Wenige hundert Meter entfernt von der Zwischenkundgebung befand sich der Abschlusskundgebungsort. Hier sprach Michael Brück von den "Freien Kräften Dortmund". Er zählte alle vermeintlichen Verbrechen der Alliierten auf und prangerte amerikanische Luftangriffe als "perverse Tötungsmaschinerie" an, wobei ein von Deutschland begonnener Krieg nicht der Wahrheit einspreche.
Die nach der Schleusung durch den Chemnitzer Hauptbahnhof von der Polizei unbegleiteten Gruppen "Autonomer Nationalisten" fanden sich im Anschluss zahlreich im Restaurant "Yesterday" im Stadtteil Altchemnitz ein, wo bis spät in den Abend neonazistische Liedermacher aufspielten.

Gegen den Aufmarsch waren zahlreiche Versammlungen angemeldet worden, die die Veranstalter des Trauermarsches daran hinderten, ihren Aufzug direkt durch die Innenstadt zu führen. Die Gegenveranstaltungen wurden von rund 1.500 DemonstrantInnen besucht.

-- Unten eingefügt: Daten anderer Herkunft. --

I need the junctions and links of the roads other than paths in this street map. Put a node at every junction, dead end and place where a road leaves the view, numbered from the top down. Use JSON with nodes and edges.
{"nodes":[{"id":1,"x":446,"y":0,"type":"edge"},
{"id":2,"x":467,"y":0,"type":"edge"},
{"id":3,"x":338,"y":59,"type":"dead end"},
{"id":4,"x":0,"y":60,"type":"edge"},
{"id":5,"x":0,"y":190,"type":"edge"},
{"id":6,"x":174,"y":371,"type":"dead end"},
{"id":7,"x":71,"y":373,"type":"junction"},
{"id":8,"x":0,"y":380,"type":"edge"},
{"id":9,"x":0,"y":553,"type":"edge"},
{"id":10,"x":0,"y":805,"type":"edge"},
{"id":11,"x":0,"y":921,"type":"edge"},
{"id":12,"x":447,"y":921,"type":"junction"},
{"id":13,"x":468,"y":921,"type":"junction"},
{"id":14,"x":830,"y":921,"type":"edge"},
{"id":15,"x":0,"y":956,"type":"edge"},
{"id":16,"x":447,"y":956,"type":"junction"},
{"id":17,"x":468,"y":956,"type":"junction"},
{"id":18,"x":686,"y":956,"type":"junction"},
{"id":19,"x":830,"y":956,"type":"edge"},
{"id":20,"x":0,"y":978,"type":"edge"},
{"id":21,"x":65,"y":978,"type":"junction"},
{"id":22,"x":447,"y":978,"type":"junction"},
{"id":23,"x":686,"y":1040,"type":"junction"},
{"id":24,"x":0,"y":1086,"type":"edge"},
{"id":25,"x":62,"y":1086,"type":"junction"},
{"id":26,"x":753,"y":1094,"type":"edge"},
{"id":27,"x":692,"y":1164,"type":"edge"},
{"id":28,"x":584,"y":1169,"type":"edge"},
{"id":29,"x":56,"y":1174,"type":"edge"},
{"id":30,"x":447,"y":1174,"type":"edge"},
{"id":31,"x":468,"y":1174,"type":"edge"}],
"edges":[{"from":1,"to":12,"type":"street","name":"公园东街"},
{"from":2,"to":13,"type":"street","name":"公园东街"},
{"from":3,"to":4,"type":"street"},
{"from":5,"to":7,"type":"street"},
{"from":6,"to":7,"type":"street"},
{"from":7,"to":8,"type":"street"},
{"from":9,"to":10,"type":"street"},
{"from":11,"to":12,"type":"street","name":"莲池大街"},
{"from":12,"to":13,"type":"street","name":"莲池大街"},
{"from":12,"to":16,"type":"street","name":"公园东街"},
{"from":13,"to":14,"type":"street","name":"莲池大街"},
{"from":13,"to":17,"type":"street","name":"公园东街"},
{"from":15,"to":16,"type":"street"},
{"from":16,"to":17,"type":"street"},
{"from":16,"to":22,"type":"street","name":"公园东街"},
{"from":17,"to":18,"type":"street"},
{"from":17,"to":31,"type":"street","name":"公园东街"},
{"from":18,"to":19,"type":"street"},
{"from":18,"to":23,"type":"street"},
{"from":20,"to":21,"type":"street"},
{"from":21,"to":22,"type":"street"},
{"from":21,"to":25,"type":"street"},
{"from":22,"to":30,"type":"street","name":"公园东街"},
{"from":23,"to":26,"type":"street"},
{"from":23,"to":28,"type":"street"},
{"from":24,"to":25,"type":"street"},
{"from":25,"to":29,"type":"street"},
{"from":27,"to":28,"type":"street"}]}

Nachdem sich zwischenzeitlich an der offiziell geplanten Aufzugstrecke eine Bürgerblockade gebildet hatte, wurde den Neonazis von der Einsatzleitung eine Alternativroute angeboten. In Anbetracht der vorher angekündigten Straßensperrungen war aber seitens der Behörden von Anfang an geplant gewesen, die Neonazis auf der nun angebotenen Strecke marschieren zu lassen, was sie trotz der Proteste auch taten.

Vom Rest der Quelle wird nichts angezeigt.